Entries taken from a collection
--------
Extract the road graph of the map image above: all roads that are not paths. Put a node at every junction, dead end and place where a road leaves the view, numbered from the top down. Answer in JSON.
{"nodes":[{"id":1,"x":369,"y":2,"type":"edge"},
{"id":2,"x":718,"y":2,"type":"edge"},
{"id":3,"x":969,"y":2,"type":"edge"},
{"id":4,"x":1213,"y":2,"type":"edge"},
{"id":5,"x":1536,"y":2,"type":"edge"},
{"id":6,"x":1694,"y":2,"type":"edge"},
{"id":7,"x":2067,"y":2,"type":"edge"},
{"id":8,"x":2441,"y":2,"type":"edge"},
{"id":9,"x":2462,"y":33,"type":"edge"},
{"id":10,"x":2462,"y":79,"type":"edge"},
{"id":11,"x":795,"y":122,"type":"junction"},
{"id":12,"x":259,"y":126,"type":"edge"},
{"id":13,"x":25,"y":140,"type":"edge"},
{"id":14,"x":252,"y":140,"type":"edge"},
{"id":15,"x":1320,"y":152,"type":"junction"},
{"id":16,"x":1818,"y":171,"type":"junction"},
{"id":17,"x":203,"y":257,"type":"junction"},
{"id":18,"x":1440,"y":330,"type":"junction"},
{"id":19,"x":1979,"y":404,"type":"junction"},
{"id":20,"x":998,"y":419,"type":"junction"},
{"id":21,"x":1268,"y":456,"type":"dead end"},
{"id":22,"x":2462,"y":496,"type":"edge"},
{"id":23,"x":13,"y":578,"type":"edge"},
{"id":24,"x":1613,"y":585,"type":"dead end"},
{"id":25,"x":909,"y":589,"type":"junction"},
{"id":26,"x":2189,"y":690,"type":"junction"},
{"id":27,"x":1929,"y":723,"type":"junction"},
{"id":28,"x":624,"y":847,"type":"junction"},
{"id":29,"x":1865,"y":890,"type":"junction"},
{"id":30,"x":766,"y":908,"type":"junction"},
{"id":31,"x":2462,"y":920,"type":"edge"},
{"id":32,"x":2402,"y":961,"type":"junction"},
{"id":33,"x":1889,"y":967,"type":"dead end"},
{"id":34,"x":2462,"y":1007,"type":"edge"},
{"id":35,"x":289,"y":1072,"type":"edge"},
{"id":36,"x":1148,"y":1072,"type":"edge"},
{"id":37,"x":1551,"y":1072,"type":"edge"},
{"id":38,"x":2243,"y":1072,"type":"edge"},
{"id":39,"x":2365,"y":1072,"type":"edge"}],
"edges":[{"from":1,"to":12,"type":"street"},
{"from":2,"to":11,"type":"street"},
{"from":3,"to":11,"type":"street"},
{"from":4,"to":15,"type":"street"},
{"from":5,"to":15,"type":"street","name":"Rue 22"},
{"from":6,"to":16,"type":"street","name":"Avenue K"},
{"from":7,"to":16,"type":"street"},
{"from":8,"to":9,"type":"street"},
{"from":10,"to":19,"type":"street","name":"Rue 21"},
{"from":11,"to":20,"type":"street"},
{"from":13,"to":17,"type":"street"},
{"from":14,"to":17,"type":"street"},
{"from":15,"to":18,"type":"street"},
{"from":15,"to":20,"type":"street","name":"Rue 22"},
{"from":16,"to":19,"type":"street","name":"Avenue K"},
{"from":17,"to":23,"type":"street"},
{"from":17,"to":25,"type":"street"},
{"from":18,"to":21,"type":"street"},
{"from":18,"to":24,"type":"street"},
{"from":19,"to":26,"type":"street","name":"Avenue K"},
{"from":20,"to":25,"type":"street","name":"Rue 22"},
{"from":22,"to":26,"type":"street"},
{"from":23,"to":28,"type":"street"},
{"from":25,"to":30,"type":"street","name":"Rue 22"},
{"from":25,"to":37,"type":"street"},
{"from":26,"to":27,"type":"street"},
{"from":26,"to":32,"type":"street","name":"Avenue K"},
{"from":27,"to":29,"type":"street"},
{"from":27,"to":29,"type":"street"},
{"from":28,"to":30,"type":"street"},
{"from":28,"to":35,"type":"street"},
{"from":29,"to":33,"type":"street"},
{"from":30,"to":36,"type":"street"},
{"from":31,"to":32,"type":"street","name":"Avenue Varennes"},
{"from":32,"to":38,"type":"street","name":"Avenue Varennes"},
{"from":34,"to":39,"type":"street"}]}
--------
*Task item*
To complete this exercise, set down every line above exactly once more.

*Reply*
Extract the road graph of the map image above: all roads that are not paths. Put a node at every junction, dead end and place where a road leaves the view, numbered from the top down. Answer in JSON.
{"nodes":[{"id":1,"x":369,"y":2,"type":"edge"},
{"id":2,"x":718,"y":2,"type":"edge"},
{"id":3,"x":969,"y":2,"type":"edge"},
{"id":4,"x":1213,"y":2,"type":"edge"},
{"id":5,"x":1536,"y":2,"type":"edge"},
{"id":6,"x":1694,"y":2,"type":"edge"},
{"id":7,"x":2067,"y":2,"type":"edge"},
{"id":8,"x":2441,"y":2,"type":"edge"},
{"id":9,"x":2462,"y":33,"type":"edge"},
{"id":10,"x":2462,"y":79,"type":"edge"},
{"id":11,"x":795,"y":122,"type":"junction"},
{"id":12,"x":259,"y":126,"type":"edge"},
{"id":13,"x":25,"y":140,"type":"edge"},
{"id":14,"x":252,"y":140,"type":"edge"},
{"id":15,"x":1320,"y":152,"type":"junction"},
{"id":16,"x":1818,"y":171,"type":"junction"},
{"id":17,"x":203,"y":257,"type":"junction"},
{"id":18,"x":1440,"y":330,"type":"junction"},
{"id":19,"x":1979,"y":404,"type":"junction"},
{"id":20,"x":998,"y":419,"type":"junction"},
{"id":21,"x":1268,"y":456,"type":"dead end"},
{"id":22,"x":2462,"y":496,"type":"edge"},
{"id":23,"x":13,"y":578,"type":"edge"},
{"id":24,"x":1613,"y":585,"type":"dead end"},
{"id":25,"x":909,"y":589,"type":"junction"},
{"id":26,"x":2189,"y":690,"type":"junction"},
{"id":27,"x":1929,"y":723,"type":"junction"},
{"id":28,"x":624,"y":847,"type":"junction"},
{"id":29,"x":1865,"y":890,"type":"junction"},
{"id":30,"x":766,"y":908,"type":"junction"},
{"id":31,"x":2462,"y":920,"type":"edge"},
{"id":32,"x":2402,"y":961,"type":"junction"},
{"id":33,"x":1889,"y":967,"type":"dead end"},
{"id":34,"x":2462,"y":1007,"type":"edge"},
{"id":35,"x":289,"y":1072,"type":"edge"},
{"id":36,"x":1148,"y":1072,"type":"edge"},
{"id":37,"x":1551,"y":1072,"type":"edge"},
{"id":38,"x":2243,"y":1072,"type":"edge"},
{"id":39,"x":2365,"y":1072,"type":"edge"}],
"edges":[{"from":1,"to":12,"type":"street"},
{"from":2,"to":11,"type":"street"},
{"from":3,"to":11,"type":"street"},
{"from":4,"to":15,"type":"street"},
{"from":5,"to":15,"type":"street","name":"Rue 22"},
{"from":6,"to":16,"type":"street","name":"Avenue K"},
{"from":7,"to":16,"type":"street"},
{"from":8,"to":9,"type":"street"},
{"from":10,"to":19,"type":"street","name":"Rue 21"},
{"from":11,"to":20,"type":"street"},
{"from":13,"to":17,"type":"street"},
{"from":14,"to":17,"type":"street"},
{"from":15,"to":18,"type":"street"},
{"from":15,"to":20,"type":"street","name":"Rue 22"},
{"from":16,"to":19,"type":"street","name":"Avenue K"},
{"from":17,"to":23,"type":"street"},
{"from":17,"to":25,"type":"street"},
{"from":18,"to":21,"type":"street"},
{"from":18,"to":24,"type":"street"},
{"from":19,"to":26,"type":"street","name":"Avenue K"},
{"from":20,"to":25,"type":"street","name":"Rue 22"},
{"from":22,"to":26,"type":"street"},
{"from":23,"to":28,"type":"street"},
{"from":25,"to":30,"type":"street","name":"Rue 22"},
{"from":25,"to":37,"type":"street"},
{"from":26,"to":27,"type":"street"},
{"from":26,"to":32,"type":"street","name":"Avenue K"},
{"from":27,"to":29,"type":"street"},
{"from":27,"to":29,"type":"street"},
{"from":28,"to":30,"type":"street"},
{"from":28,"to":35,"type":"street"},
{"from":29,"to":33,"type":"street"},
{"from":30,"to":36,"type":"street"},
{"from":31,"to":32,"type":"street","name":"Avenue Varennes"},
{"from":32,"to":38,"type":"street","name":"Avenue Varennes"},
{"from":34,"to":39,"type":"street"}]}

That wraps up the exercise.